Mixing Python and compiled languages

Questions

• How can we handle multi-language projects with CMake?

Objectives

• Learn how to build pybind11 Python bindings.

• Learn how to build CFFI Python bindings.

Python is a flexible dynamic programming language. Since Python itself is written in the C programming language, it is possible to write extension modules in a compiled language. One gets all the flexibility, while avoiding performance penalties inherent to interpreted languages. Many frameworks are available to bridge the gap between compiled languages and Python. All of them rely on some form of automatic code generation:

• SWIG. Possibly the framework with the longest history.

• CFFI. Works with C and Fortran.

• Cython. Works with C and can require a lot of effort.

Mixing C++ and Python with pybind11

If you are writing C++, you have even more choice of binding frameworks:

• Boost.Python. Tailored for C++ and relies on template metaprogramming to generate bindings at compile-time.

• pybind11. Same philosophy as Boost.Python, but designed for C++11 and beyond.

If you write modern C++, pybind11 should be your framework of choice:

• It is a header-only library and thus a rather easy dependency to satisfy.

• The binding code will be quite compact: you won’t have to maintain an excessively large codebase.

• It has excellent integration with CMake.
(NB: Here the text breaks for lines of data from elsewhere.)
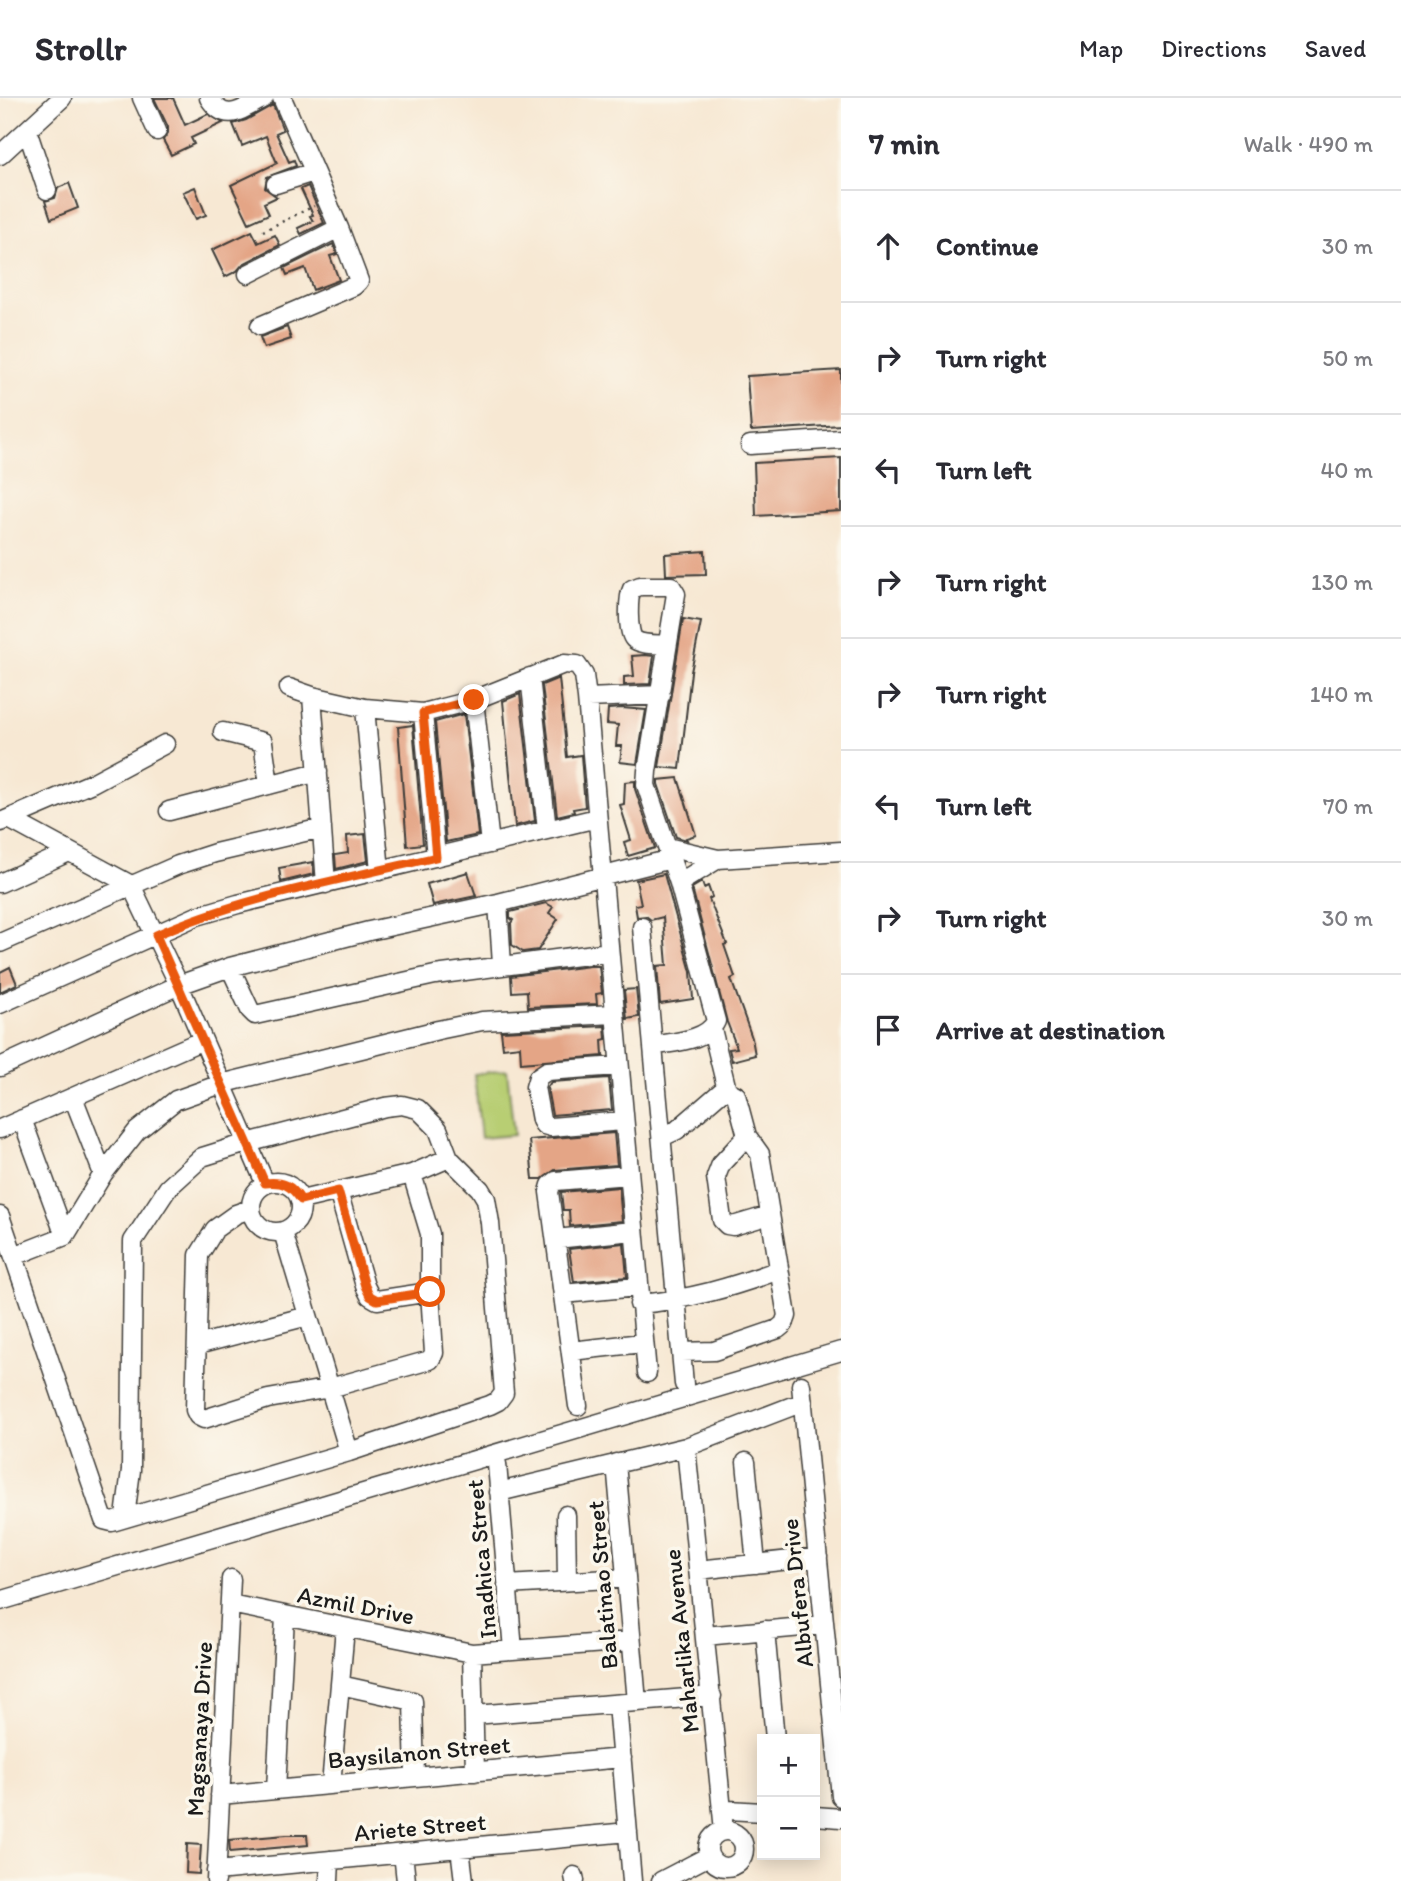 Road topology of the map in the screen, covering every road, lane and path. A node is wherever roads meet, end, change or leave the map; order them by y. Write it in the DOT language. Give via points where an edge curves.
graph roads {
  1 [pos="62,98"];
  2 [pos="142,98"];
  3 [pos="209,98"];
  4 [pos="264,98"];
  5 [pos="282,98"];
  6 [pos="27,130"];
  7 [pos="157,131"];
  8 [pos="0,155"];
  9 [pos="314,172"];
  10 [pos="276,184"];
  11 [pos="47,190"];
  12 [pos="326,200"];
  13 [pos="339,228"];
  14 [pos="263,230"];
  15 [pos="248,274"];
  16 [pos="260,326"];
  17 [pos="841,439"];
  18 [pos="750,445"];
  19 [pos="667,645"];
  20 [pos="530,677"];
  21 [pos="289,688"];
  22 [pos="661,695"];
  23 [pos="312,696"];
  24 [pos="587,698"];
  25 [pos="474,700"];
  26 [pos="365,708"];
  27 [pos="423,713"];
  28 [pos="223,732"];
  29 [pos="165,744"];
  30 [pos="318,772"];
  31 [pos="270,785"];
  32 [pos="169,811"];
  33 [pos="597,818"];
  34 [pos="4,821"];
  35 [pos="322,828"];
  36 [pos="547,830"];
  37 [pos="490,844"];
  38 [pos="841,851"];
  39 [pos="69,852"];
  40 [pos="669,853"];
  41 [pos="436,857"];
  42 [pos="718,859"];
  43 [pos="380,871"];
  44 [pos="602,876"];
  45 [pos="0,883"];
  46 [pos="679,883"];
  47 [pos="326,884"];
  48 [pos="131,885"];
  49 [pos="498,903"];
  50 [pos="642,927"];
  51 [pos="156,935"];
  52 [pos="0,943"];
  53 [pos="609,952"];
  54 [pos="502,965"];
  55 [pos="230,967"];
  56 [pos="179,985"];
  57 [pos="0,1004"];
  58 [pos="614,1014"];
  59 [pos="712,1029"];
  60 [pos="202,1040"];
  61 [pos="653,1046"];
  62 [pos="618,1066"];
  63 [pos="0,1067"];
  64 [pos="221,1084"];
  65 [pos="727,1090"];
  66 [pos="74,1097"];
  67 [pos="22,1119"];
  68 [pos="623,1121"];
  69 [pos="0,1129"];
  70 [pos="747,1136"];
  71 [pos="662,1137"];
  72 [pos="247,1143"];
  73 [pos="449,1158"];
  74 [pos="103,1174"];
  75 [pos="412,1174"];
  76 [pos="628,1175"];
  77 [pos="265,1183"];
  78 [pos="338,1191"];
  79 [pos="301,1200"];
  80 [pos="250,1209"];
  81 [pos="771,1215"];
  82 [pos="0,1216"];
  83 [pos="633,1231"];
  84 [pos="283,1232"];
  85 [pos="65,1236"];
  86 [pos="556,1238"];
  87 [pos="14,1256"];
  88 [pos="779,1270"];
  89 [pos="430,1292"];
  90 [pos="563,1294"];
  91 [pos="638,1295"];
  92 [pos="677,1301"];
  93 [pos="308,1317"];
  94 [pos="642,1343"];
  95 [pos="197,1345"];
  96 [pos="571,1351"];
  97 [pos="841,1351"];
  98 [pos="681,1352"];
  99 [pos="647,1373"];
  100 [pos="684,1384"];
  101 [pos="330,1388"];
  102 [pos="578,1406"];
  103 [pos="686,1447"];
  104 [pos="349,1452"];
  105 [pos="616,1462"];
  106 [pos="746,1462"];
  107 [pos="497,1464"];
  108 [pos="499,1492"];
  109 [pos="566,1515"];
  110 [pos="125,1517"];
  111 [pos="818,1557"];
  112 [pos="757,1564"];
  113 [pos="698,1570"];
  114 [pos="626,1578"];
  115 [pos="231,1579"];
  116 [pos="567,1581"];
  117 [pos="507,1585"];
  118 [pos="0,1601"];
  119 [pos="230,1604"];
  120 [pos="285,1616"];
  121 [pos="824,1625"];
  122 [pos="345,1628"];
  123 [pos="765,1630"];
  124 [pos="705,1636"];
  125 [pos="632,1641"];
  126 [pos="513,1650"];
  127 [pos="472,1653"];
  128 [pos="340,1685"];
  129 [pos="712,1696"];
  130 [pos="637,1702"];
  131 [pos="617,1704"];
  132 [pos="474,1715"];
  133 [pos="775,1734"];
  134 [pos="838,1743"];
  135 [pos="621,1758"];
  136 [pos="475,1772"];
  137 [pos="415,1777"];
  138 [pos="331,1785"];
  139 [pos="276,1790"];
  140 [pos="220,1795"];
  141 [pos="841,1797"];
  142 [pos="724,1811"];
  143 [pos="757,1812"];
  144 [pos="820,1816"];
  145 [pos="841,1818"];
  146 [pos="724,1830"];
  147 [pos="628,1832"];
  148 [pos="460,1848"];
  149 [pos="403,1853"];
  150 [pos="709,1856"];
  151 [pos="330,1860"];
  152 [pos="273,1873"];
  153 [pos="732,1874"];
  154 [pos="216,1876"];
  155 [pos="329,1881"];
  156 [pos="406,1881"];
  157 [pos="464,1881"];
  158 [pos="632,1881"];
  159 [pos="661,1881"];
  1 -- 6 [label="street"];
  2 -- 7 [label="street"];
  3 -- 4 [label="street" via="222,113 230,114"];
  5 -- 9 [label="street"];
  6 -- 8 [label="street"];
  6 -- 11 [label="street"];
  9 -- 10 [label="street"];
  9 -- 12 [label="street"];
  12 -- 13 [label="street"];
  12 -- 14 [label="path"];
  13 -- 15 [label="street"];
  13 -- 16 [label="street" via="359,281"];
  17 -- 18 [label="street"];
  19 -- 22 [label="street"];
  20 -- 24 [label="street" via="564,663 578,665"];
  20 -- 25 [label="street"];
  20 -- 36 [label="street"];
  21 -- 23 [label="street"];
  22 -- 24 [label="street"];
  22 -- 40 [label="street" via="646,785"];
  23 -- 26 [label="street"];
  23 -- 30 [label="street"];
  24 -- 33 [label="street"];
  25 -- 27 [label="street"];
  25 -- 37 [label="street"];
  26 -- 27 [label="street"];
  26 -- 43 [label="street"];
  27 -- 41 [label="street"];
  28 -- 31 [label="street" via="263,741"];
  29 -- 34 [label="street" via="92,783"];
  30 -- 31 [label="street"];
  30 -- 35 [label="street"];
  31 -- 32 [label="street"];
  33 -- 36 [label="street"];
  33 -- 44 [label="street"];
  34 -- 39 [label="street"];
  35 -- 47 [label="street"];
  35 -- 48 [label="street" via="215,853"];
  36 -- 37 [label="street"];
  37 -- 41 [label="street"];
  38 -- 42 [label="street"];
  39 -- 45 [label="street"];
  39 -- 48 [label="street"];
  40 -- 42 [label="street"];
  40 -- 44 [label="street"];
  40 -- 46 [label="street"];
  41 -- 43 [label="street"];
  42 -- 46 [label="street"];
  43 -- 47 [label="street"];
  44 -- 49 [label="street"];
  44 -- 53 [label="street"];
  46 -- 59 [label="street" via="716,1021"];
  47 -- 51 [label="street" via="207,913"];
  48 -- 51 [label="street"];
  48 -- 52 [label="street"];
  49 -- 54 [label="street"];
  49 -- 55 [label="street"];
  50 -- 61 [label="street"];
  51 -- 56 [label="street"];
  51 -- 57 [label="street"];
  53 -- 54 [label="street"];
  53 -- 58 [label="street"];
  54 -- 55 [label="street" via="255,1015"];
  55 -- 56 [label="street"];
  56 -- 60 [label="street"];
  56 -- 63 [label="street"];
  58 -- 62 [label="street"];
  58 -- 64 [label="street" via="482,1021"];
  59 -- 61 [label="street"];
  59 -- 65 [label="street"];
  60 -- 64 [label="street"];
  60 -- 66 [label="street"];
  61 -- 71 [label="street"];
  62 -- 68 [label="street"];
  62 -- 68 [label="street" via="547,1072 538,1077 535,1087 544,1125"];
  64 -- 72 [label="street"];
  64 -- 74 [label="street" via="176,1100 137,1131"];
  65 -- 70 [label="street" via="736,1095"];
  65 -- 71 [label="street"];
  66 -- 67 [label="street"];
  66 -- 74 [label="street"];
  67 -- 69 [label="street"];
  67 -- 85 [label="street"];
  68 -- 76 [label="street"];
  70 -- 81 [label="street" via="760,1154"];
  70 -- 81 [label="street" via="721,1164 716,1177 722,1220 733,1226"];
  71 -- 92 [label="street"];
  72 -- 73 [label="street" via="402,1105 418,1109 438,1129"];
  72 -- 77 [label="street"];
  72 -- 110 [label="street" via="202,1157 167,1188 133,1241 131,1470"];
  73 -- 75 [label="street"];
  73 -- 104 [label="street" via="486,1199 504,1393 490,1405"];
  74 -- 85 [label="street"];
  75 -- 78 [label="street"];
  75 -- 89 [label="street" via="430,1234"];
  76 -- 83 [label="street"];
  76 -- 86 [label="street" via="551,1185"];
  77 -- 79 [label="street" via="280,1181 293,1188"];
  77 -- 80 [label="street" via="253,1194"];
  78 -- 79 [label="street"];
  78 -- 89 [label="street" via="370,1296 377,1300"];
  79 -- 84 [label="street" via="301,1213"];
  80 -- 84 [label="street" via="261,1228"];
  80 -- 95 [label="street" via="215,1229 199,1255"];
  81 -- 88 [label="street"];
  82 -- 87 [label="street"];
  83 -- 86 [label="street"];
  83 -- 91 [label="street"];
  84 -- 93 [label="street"];
  85 -- 87 [label="street"];
  86 -- 90 [label="street"];
  87 -- 110 [label="street" via="104,1520"];
  88 -- 92 [label="street"];
  88 -- 98 [label="street" via="787,1316 784,1324 703,1353"];
  89 -- 101 [label="street" via="435,1353 430,1360"];
  90 -- 91 [label="street"];
  90 -- 96 [label="street"];
  91 -- 92 [label="street"];
  91 -- 94 [label="street"];
  92 -- 98 [label="street"];
  93 -- 95 [label="street"];
  93 -- 101 [label="street"];
  94 -- 96 [label="street"];
  94 -- 99 [label="street"];
  95 -- 101 [label="street" via="195,1410 204,1419 268,1399"];
  96 -- 102 [label="street"];
  97 -- 118 [label="street"];
  98 -- 100 [label="street"];
  101 -- 104 [label="street"];
  103 -- 105 [label="street"];
  103 -- 111 [label="street, Albufera Drive" via="802,1393"];
  103 -- 113 [label="street, Maharlika Avenue"];
  104 -- 110 [label="street"];
  105 -- 108 [label="street"];
  105 -- 114 [label="street, Balatinao Street"];
  106 -- 112 [label="street"];
  107 -- 108 [label="street, Inadhica Street"];
  108 -- 117 [label="street, Inadhica Street"];
  109 -- 116 [label="street"];
  111 -- 112 [label="street"];
  111 -- 121 [label="street, Albufera Drive"];
  112 -- 113 [label="street"];
  113 -- 124 [label="street, Maharlika Avenue"];
  114 -- 116 [label="street"];
  114 -- 125 [label="street, Balatinao Street"];
  115 -- 119 [label="street, Magsanaya Drive"];
  116 -- 117 [label="street"];
  117 -- 126 [label="street, Inadhica Street"];
  119 -- 120 [label="street, Azmil Drive"];
  119 -- 140 [label="street, Magsanaya Drive"];
  120 -- 122 [label="street, Azmil Drive"];
  120 -- 139 [label="street"];
  121 -- 123 [label="street"];
  121 -- 134 [label="street, Albufera Drive"];
  122 -- 127 [label="street, Azmil Drive"];
  122 -- 128 [label="street"];
  123 -- 124 [label="street"];
  123 -- 133 [label="street"];
  124 -- 129 [label="street, Maharlika Avenue"];
  125 -- 126 [label="street, Azmil Drive"];
  125 -- 130 [label="street, Balatinao Street"];
  126 -- 127 [label="street, Azmil Drive"];
  127 -- 132 [label="street"];
  128 -- 137 [label="street" via="413,1701"];
  128 -- 138 [label="street"];
  129 -- 130 [label="street"];
  129 -- 142 [label="street, Maharlika Avenue"];
  130 -- 131 [label="street"];
  131 -- 132 [label="street"];
  131 -- 135 [label="street"];
  132 -- 136 [label="street"];
  134 -- 141 [label="street, Albufera Drive"];
  135 -- 136 [label="street, Baysilanon Street"];
  135 -- 147 [label="street"];
  136 -- 137 [label="street, Baysilanon Street"];
  137 -- 138 [label="street, Baysilanon Street"];
  138 -- 139 [label="street, Baysilanon Street"];
  139 -- 140 [label="street, Baysilanon Street"];
  140 -- 154 [label="street, Magsanaya Drive"];
  142 -- 143 [label="street"];
  142 -- 146 [label="street, Maharlika Avenue"];
  144 -- 145 [label="street"];
  146 -- 150 [label="street" via="710,1840"];
  146 -- 153 [label="street" via="736,1833 743,1843 743,1855"];
  147 -- 148 [label="street, Ariete Street"];
  147 -- 158 [label="street"];
  148 -- 149 [label="street, Ariete Street"];
  148 -- 157 [label="street"];
  149 -- 151 [label="street, Ariete Street"];
  149 -- 156 [label="street"];
  150 -- 153 [label="street"];
  150 -- 159 [label="street"];
  151 -- 152 [label="street, Ariete Street"];
  151 -- 155 [label="street"];
  152 -- 154 [label="street, Ariete Street"];
}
Exercise 27: Banking code with C++ and Python

Our goal is to compile Python wrappers to a small C++ library simulating a bank account. The pybind11 dependency will be satisfied at configure-time using FetchContent.

A scaffold for the project is in content/code/day-2/27_cxx-pybind11. The source tree is as follows:

27_cxx-pybind11
└── account
    ├── account.cpp
    ├── account.hpp
    └── test.py

1. Create a CMakeLists.txt in the root of the program, with minimum CMake requirement and project.

2. Find the Python with find_package. Request at least version 3.6 with the REQUIRED keyword and the interpreter and development headers with the COMPONENTS keyword. Refer to the documentation:

   $ cmake --help-module FindPython | less
   

3. Enable testing and add the account folder.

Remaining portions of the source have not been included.